Entries provided START

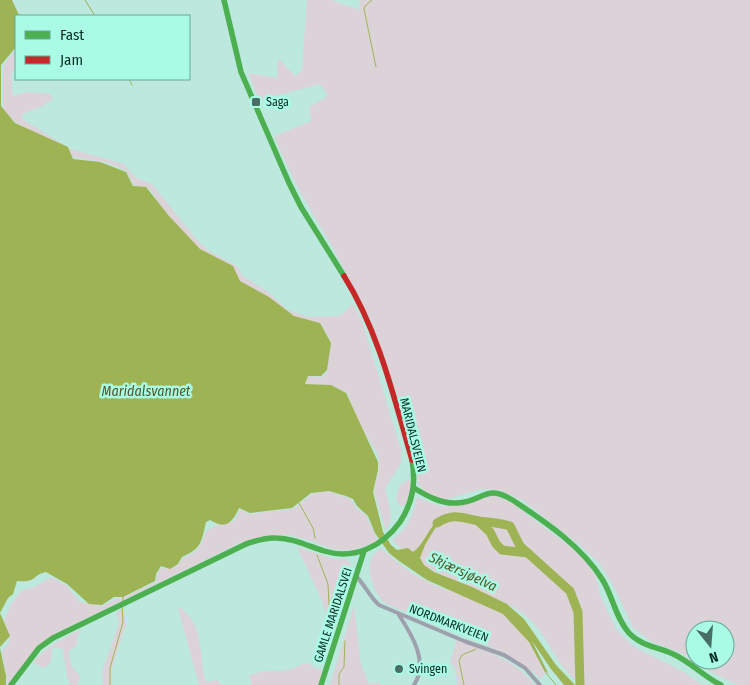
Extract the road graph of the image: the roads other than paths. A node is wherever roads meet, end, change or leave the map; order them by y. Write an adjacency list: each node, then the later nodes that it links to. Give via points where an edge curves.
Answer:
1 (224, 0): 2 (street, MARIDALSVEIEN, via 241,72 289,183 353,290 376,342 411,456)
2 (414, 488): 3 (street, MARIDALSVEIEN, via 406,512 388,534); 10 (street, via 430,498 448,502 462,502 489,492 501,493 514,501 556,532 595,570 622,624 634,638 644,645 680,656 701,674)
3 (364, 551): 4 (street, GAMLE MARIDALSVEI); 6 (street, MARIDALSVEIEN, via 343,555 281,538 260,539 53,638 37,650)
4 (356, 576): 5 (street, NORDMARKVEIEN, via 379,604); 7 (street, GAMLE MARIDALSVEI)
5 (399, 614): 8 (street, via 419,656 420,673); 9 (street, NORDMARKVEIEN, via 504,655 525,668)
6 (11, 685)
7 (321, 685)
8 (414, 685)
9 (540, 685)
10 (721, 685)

Entries provided END

• _Exercise instructions_
Write every entry again exactly as given, skipping the pictures.

• _Answer for the task_
Extract the road graph of the image: the roads other than paths. A node is wherever roads meet, end, change or leave the map; order them by y. Write an adjacency list: each node, then the later nodes that it links to. Give via points where an edge curves.
Answer:
1 (224, 0): 2 (street, MARIDALSVEIEN, via 241,72 289,183 353,290 376,342 411,456)
2 (414, 488): 3 (street, MARIDALSVEIEN, via 406,512 388,534); 10 (street, via 430,498 448,502 462,502 489,492 501,493 514,501 556,532 595,570 622,624 634,638 644,645 680,656 701,674)
3 (364, 551): 4 (street, GAMLE MARIDALSVEI); 6 (street, MARIDALSVEIEN, via 343,555 281,538 260,539 53,638 37,650)
4 (356, 576): 5 (street, NORDMARKVEIEN, via 379,604); 7 (street, GAMLE MARIDALSVEI)
5 (399, 614): 8 (street, via 419,656 420,673); 9 (street, NORDMARKVEIEN, via 504,655 525,668)
6 (11, 685)
7 (321, 685)
8 (414, 685)
9 (540, 685)
10 (721, 685)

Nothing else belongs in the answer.